Questo tipo di relazione poggia su promesse implicite, su accordi segreti: la monogamia, ad esempio. Oppure il sesso. I figli non hanno idea di ciò che accade tra i genitori, verbalizzare, parlarne, lasciare aperta la porta equivale a violare un tabù. Tutto è ammantato da una coltre di mistero, di perbenismo, di formalità. Nell’incipit di Scene da un matrimonio di Ingmar Bergman, marito e moglie sono seduti sul divano del loro soggiorno, mentre si prestano all’intervista da parte di un periodico. La macchina da presa indugia sui volti in primo piano. Il giornalista li incalza, «Sorridete!», e li esorta a descriversi in poche parole. Dopo un istante di esitazione, il marito dichiara: «Beh, mi reputo abbastanza intelligente, molto giovane, valido negli affari e sessualmente. Un uomo di larghe vedute, colto, brillante e anche educato. Che altro potrei aggiungere? Che sono socievole, anche con chi è di condizione inferiore alla mia. E sportivo. E soprattutto un buon padre di famiglia…». Quando arriva il suo turno, la moglie si ritrae, imbarazzata, sospira: «Io sono sposata a Johan e ho due figlie… Non mi viene in mente nient’altro».

In questo caso, entrambi hanno raggiunto posizioni di successo: lui è un docente universitario, lei lavora in uno studio legale. Eppure, nonostante la presunta assenza di disparità economica, basta un vento contrario, un’incrinatura, e tutto rapidamente si frantuma, svelando violenze fagocitate, l’anelito continuamente represso all’evasione. L’odio si tramuta in un efferato corrispettivo dell’amore. «Noi non siamo che degli analfabeti dal punto di vista sentimentale. Ci hanno insegnato tutto sull’anatomia, sull’agricoltura in Africa, che la somma dei quadrati costruiti sui cateti è uguale al quadrato costruito sull’ipotenusa. Ma non ci hanno insegnato una sola parola sulla nostra anima. L’ignoranza su noi stessi e sugli altri è tragicamente totale», ammette Johan mentre sono intenti a firmare le carte per il divorzio. «Non ho mai pensato cosa voglio, ma solo cos’è che vuole lui che io voglio», confessa a sua volta Marianne. «Ma non era essere altruisti, come credevo prima. Era soltanto vigliaccheria. E quello che è peggio, un’assoluta ignoranza di me stessa». «Quanto ti odio, in fondo, Marianne. E quante volte me lo sono detto», le sibila il marito, prima di uno scoppio d’ira.

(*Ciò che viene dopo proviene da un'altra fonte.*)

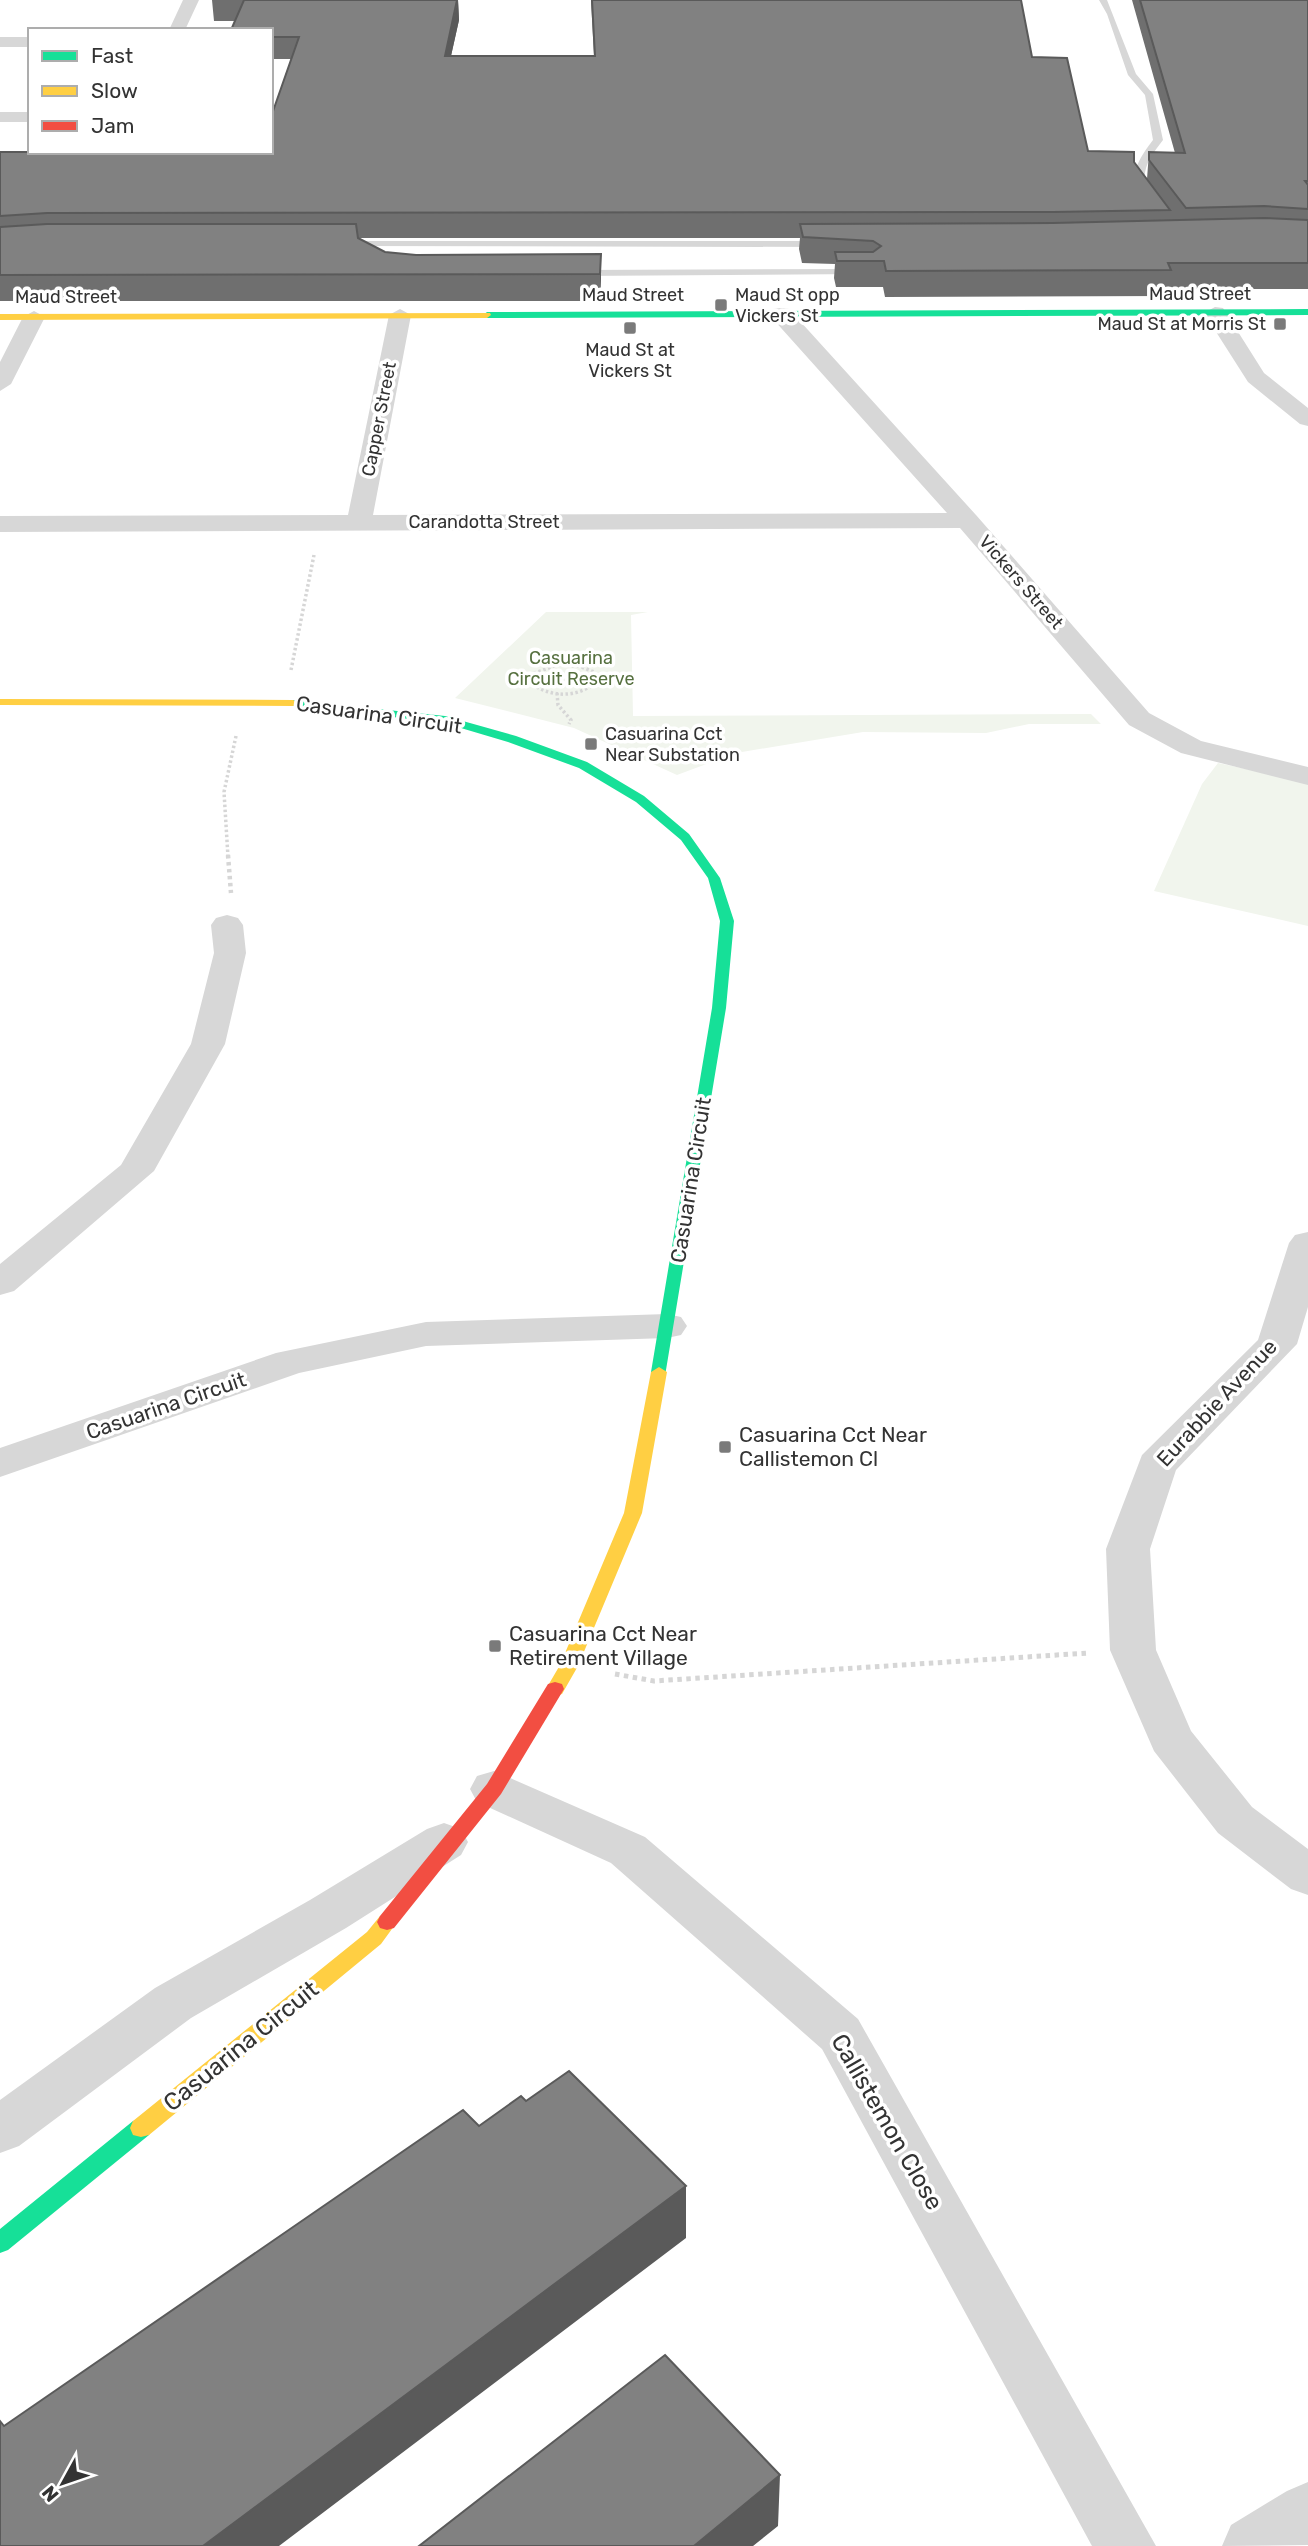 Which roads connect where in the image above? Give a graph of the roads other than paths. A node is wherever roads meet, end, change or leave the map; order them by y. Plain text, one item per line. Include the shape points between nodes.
1 (191, 0) edge
2 (1103, 0) edge
3 (178, 28) edge
4 (0, 42) edge
5 (28, 42) edge
6 (0, 117) edge
7 (28, 117) edge
8 (1145, 197) edge
9 (324, 244) edge
10 (835, 244) edge
11 (872, 272) edge
12 (565, 273) edge
13 (1308, 312) edge
14 (1215, 313) junction
15 (781, 314) junction
16 (400, 315) junction
17 (0, 317) edge
18 (34, 317) junction
19 (0, 384) edge
20 (1308, 419) edge
21 (967, 520) junction
22 (359, 523) junction
23 (0, 524) edge
24 (0, 702) edge
25 (1308, 776) edge
26 (227, 925) road end
27 (1308, 1242) edge
28 (0, 1283) edge
29 (667, 1326) junction
30 (0, 1463) edge
31 (479, 1810) junction
32 (1308, 1875) edge
33 (0, 2130) edge
34 (0, 2243) edge
35 (1308, 2511) edge
36 (1125, 2546) edge
37 (1253, 2546) edge

1 - 3 street
2 - 8 lane via 1132,75 1149,94 1158,140 1139,166 1139,185
4 - 5 street
6 - 7 street
9 - 10 lane via 365,249
11 - 12 lane
13 - 14 street, Maud Street
14 - 15 street, Maud Street
14 - 20 street via 1256,377
15 - 16 street, Maud Street
15 - 21 street, Vickers Street
16 - 18 street, Maud Street
16 - 22 street, Capper Street
17 - 18 street, Maud Street
18 - 19 street
21 - 22 street, Carandotta Street
21 - 25 street, Vickers Street via 1139,719 1191,747
22 - 23 street, Carandotta Street
24 - 29 street, Casuarina Circuit via 287,702 445,720 583,765 639,799 685,836 714,878 727,921 719,1008
26 - 28 street via 230,953 208,1044 136,1171
27 - 32 street, Eurabbie Avenue via 1277,1344 1157,1465 1128,1549 1133,1650 1171,1739 1235,1820
29 - 30 street, Casuarina Circuit via 426,1334 290,1362
29 - 31 street, Casuarina Circuit via 633,1513 569,1666
31 - 33 street, Casuarina Circuit via 328,1914 173,2003
31 - 34 street, Casuarina Circuit via 374,1938
31 - 36 street, Callistemon Close via 628,1850 840,2034
35 - 37 street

Il cinema ha proseguito il racconto di un’alienazione che, di volta in volta, ha allargato il suo spettro. Entra in gioco il disvelarsi di un desiderio connotato da una matrice politica: le coppie si allargano, sperimentano, contengono al loro interno le contraddizioni del presente. Ma la sensazione è che, al netto di tutte le narrazioni sul suo conto, essa sia rimasta inconoscibile. O quantomeno, sconosciuta. Come se non riuscisse a depositare l’enigma che continua a permearla dall’interno. È curioso, perché è ormai fagocitata da un abuso di informazioni e testimonianze a proposito dei suoi meccanismi, dei suoi costrutti. A parte al cinema, è in televisione che il feticismo nei confronti della coppia si sfoga in misura maggiore.

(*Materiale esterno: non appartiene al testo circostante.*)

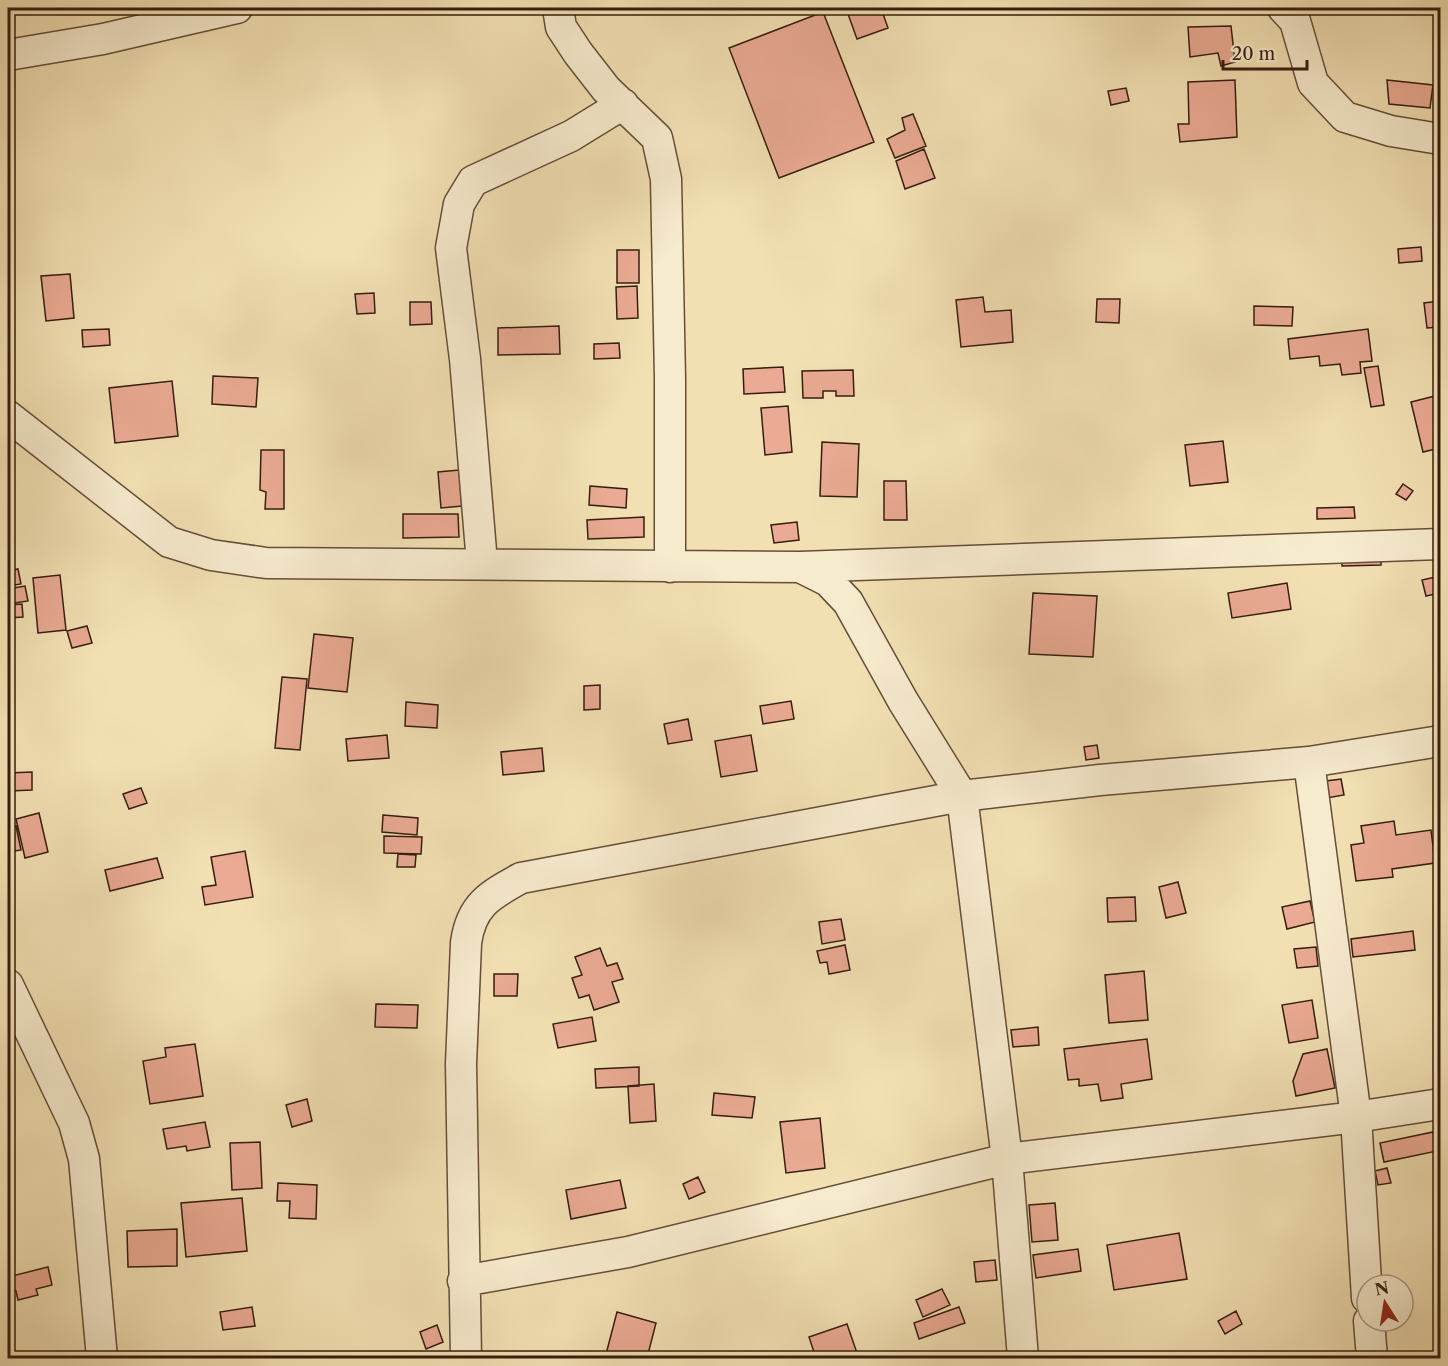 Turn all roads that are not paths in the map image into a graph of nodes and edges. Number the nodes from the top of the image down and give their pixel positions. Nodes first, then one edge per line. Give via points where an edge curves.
1 (237, 8) edge
2 (1283, 8) edge
3 (566, 14) edge
4 (8, 55) edge
5 (623, 104) junction
6 (1440, 139) edge
7 (8, 416) edge
8 (1440, 544) edge
9 (482, 563) junction
10 (670, 567) junction
11 (800, 567) junction
12 (1440, 741) edge
13 (1309, 762) junction
14 (962, 796) junction
15 (10, 999) edge
16 (1440, 1104) edge
17 (1356, 1117) junction
18 (1007, 1159) junction
19 (1365, 1273) edge
20 (463, 1281) junction
21 (1370, 1333) edge
22 (102, 1359) edge
23 (466, 1359) edge
24 (1023, 1359) edge
25 (1372, 1359) edge

1 - 4 street via 103,39
2 - 6 street via 1295,21 1314,83 1345,117 1391,131
3 - 5 street via 606,89
5 - 9 street via 572,136 473,181 459,204 451,248 465,359
5 - 10 street via 657,138 666,179
7 - 9 street via 169,542 211,555 266,563
8 - 11 street
9 - 10 street
10 - 11 street
11 - 14 street via 828,581 848,602
12 - 13 street
13 - 14 street
13 - 17 street
14 - 18 street
14 - 20 street via 521,878 479,906 468,924 466,943 461,1064
15 - 22 street via 69,1113 84,1159
16 - 17 street
17 - 18 street
17 - 19 street
18 - 20 street via 628,1251
18 - 24 street
20 - 23 street
21 - 25 street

Il palinsesto delle emittenti nazionali è dedicato al dibattito, alla decostruzione e alla morbosa curiosità che le dinamiche dello stare insieme sollevano in chi le vive e in chi le osserva. Lo scorso agosto, Temptation Island è stato ancora una volta il programma più visto della prima serata di lunedì. Il perno narrativo della trasmissione è noto: alcune coppie, di solito in crisi, decidono di dividersi e di trascorrere un certo periodo su un’isola, dove verranno istigati al tradimento. Il pudore che prima costringeva le coppie borghesi a salvare le apparenze è definitivamente caduto. Oggi si rovista impunemente tra i recessi delle intimità degli altri, soprattutto in queste sedi. L’osceno, l’ostentazione, l’esibizione di dettagli che prima erano confinati tra le pareti domestiche sono proprio lo specchio per le allodole di centinaia di migliaia di spettatori che si vedono tacitamente rappresentati, che tacitamente si identificano.

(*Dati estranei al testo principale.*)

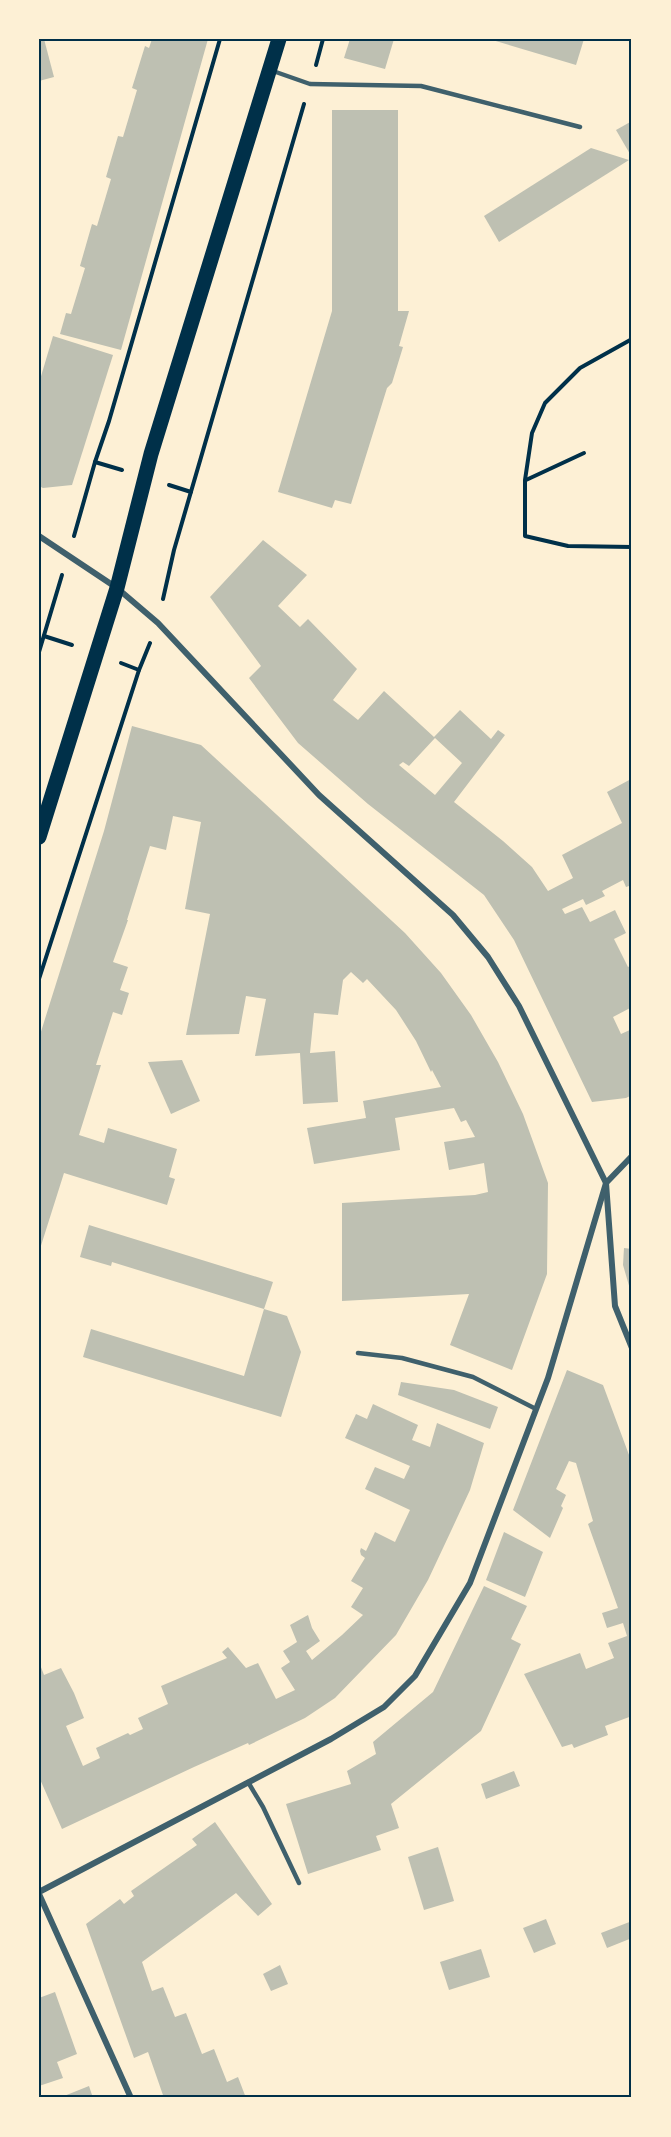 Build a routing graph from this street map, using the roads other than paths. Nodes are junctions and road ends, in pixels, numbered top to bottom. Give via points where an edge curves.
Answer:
1 (279, 39) edge
2 (271, 70) junction
3 (580, 127) dead end
4 (39, 536) edge
5 (117, 588) junction
6 (39, 837) edge
7 (632, 1156) edge
8 (606, 1183) junction
9 (632, 1348) edge
10 (358, 1353) dead end
11 (536, 1409) junction
12 (248, 1782) junction
13 (299, 1883) dead end
14 (39, 1893) edge
15 (130, 2098) edge

1 - 2 main road
2 - 3 lane via 310,84 421,86
2 - 5 main road via 151,454
4 - 5 street
5 - 6 main road
5 - 8 street via 158,623 320,795 453,915 489,957 519,1006
7 - 8 street
8 - 9 street via 615,1306
8 - 11 street
10 - 11 lane via 402,1358 474,1377
11 - 12 street via 470,1583 415,1676 384,1707
12 - 13 lane
12 - 14 street
14 - 15 street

Il punto è che nella maggioranza dei casi la coppia non sembra essersi liberata dalle formule e dai luoghi comuni che la caratterizzavano un tempo. Le donne sono sempre devote, sofferenti, in collera. Domandano insistentemente qualcosa ai propri uomini, che puntualmente disattendono queste promesse e rimangono passivi. Da parte loro, è una coltre di indifferenza. Lo conferma lo psicoterapeuta Gabrio Andena: «Alle donne viene ancora demandato il compito di tenere insieme la coppia», sostiene. «Una delle conseguenze del sistema patriarcale è che agli uomini mancano competenze affettive. Hanno difficoltà a trattare le emozioni simbolicamente. Oggi vengono magari esposte in maniera oscena, ma mai simbolizzate, mai concatenate. La famiglia continua a reggersi su questo presupposto, continua a reggersi sull’implicito accordo che la donna ragioni in questo modo, mossa cioè dalla sua finalità ultima, che è quella di restare incinta».

La coppia è rimasta a tutti gli effetti la sola possibilità ancora rimasta di sperimentare una condivisione, il prototipo di una collettività in miniatura. Conquistare e perdere una dimensione di armonia sentimentale è diventato il solo territorio esistenziale per il quale vale la pena lottare, esprimersi, disperarsi, partorire congetture. Tutte le proiezioni di felicità, realizzazione e scoperta di sé convergono lì. Essere tentati da un altro o da un altrove, dunque, equivale a rompere una condizione di stasi, di equilibrio, di aspettativa sociale: è il più tipico degli istinti di autodistruzione. L’identità si costruisce e si suggella soltanto all’interno di questo micronucleo. In sua assenza, si rischia di scomparire in quanto individui.

Come sostengono molte attiviste dei gruppi femministi, tra cui Michela Murgia, recentemente scomparsa, la coppia è disfunzionale proprio perché asfittica, limitata e ristretta. Due sole persone non bastano a contenere dentro di sé tutte le deviazioni, le sfumature e le antinomie del reale. Perciò, spesso, risultano lo scenario ideale per reiterare discriminazioni di genere. L’ideale sociale sarebbe riprendere ad abitare, come in passato, in grandi numeri sotto lo stesso tetto: privilegiare i gruppi, all’interno dei quali ciascuno ha la sua funzione, le generazioni si intersecano, i tipi umani sono molteplici. Altrimenti, continueremo a rimuginare sull’annoso quesito posto da Marcello Mastroianni in di Fellini: «Tu saresti capace di scegliere una cosa, una cosa sola e di essere fedele a quella, riuscire a farla diventare la ragione della tua vita, una cosa che raccolga tutto, che diventi tutto proprio perché è la tua fedeltà che la fa diventare infinita, saresti capace?».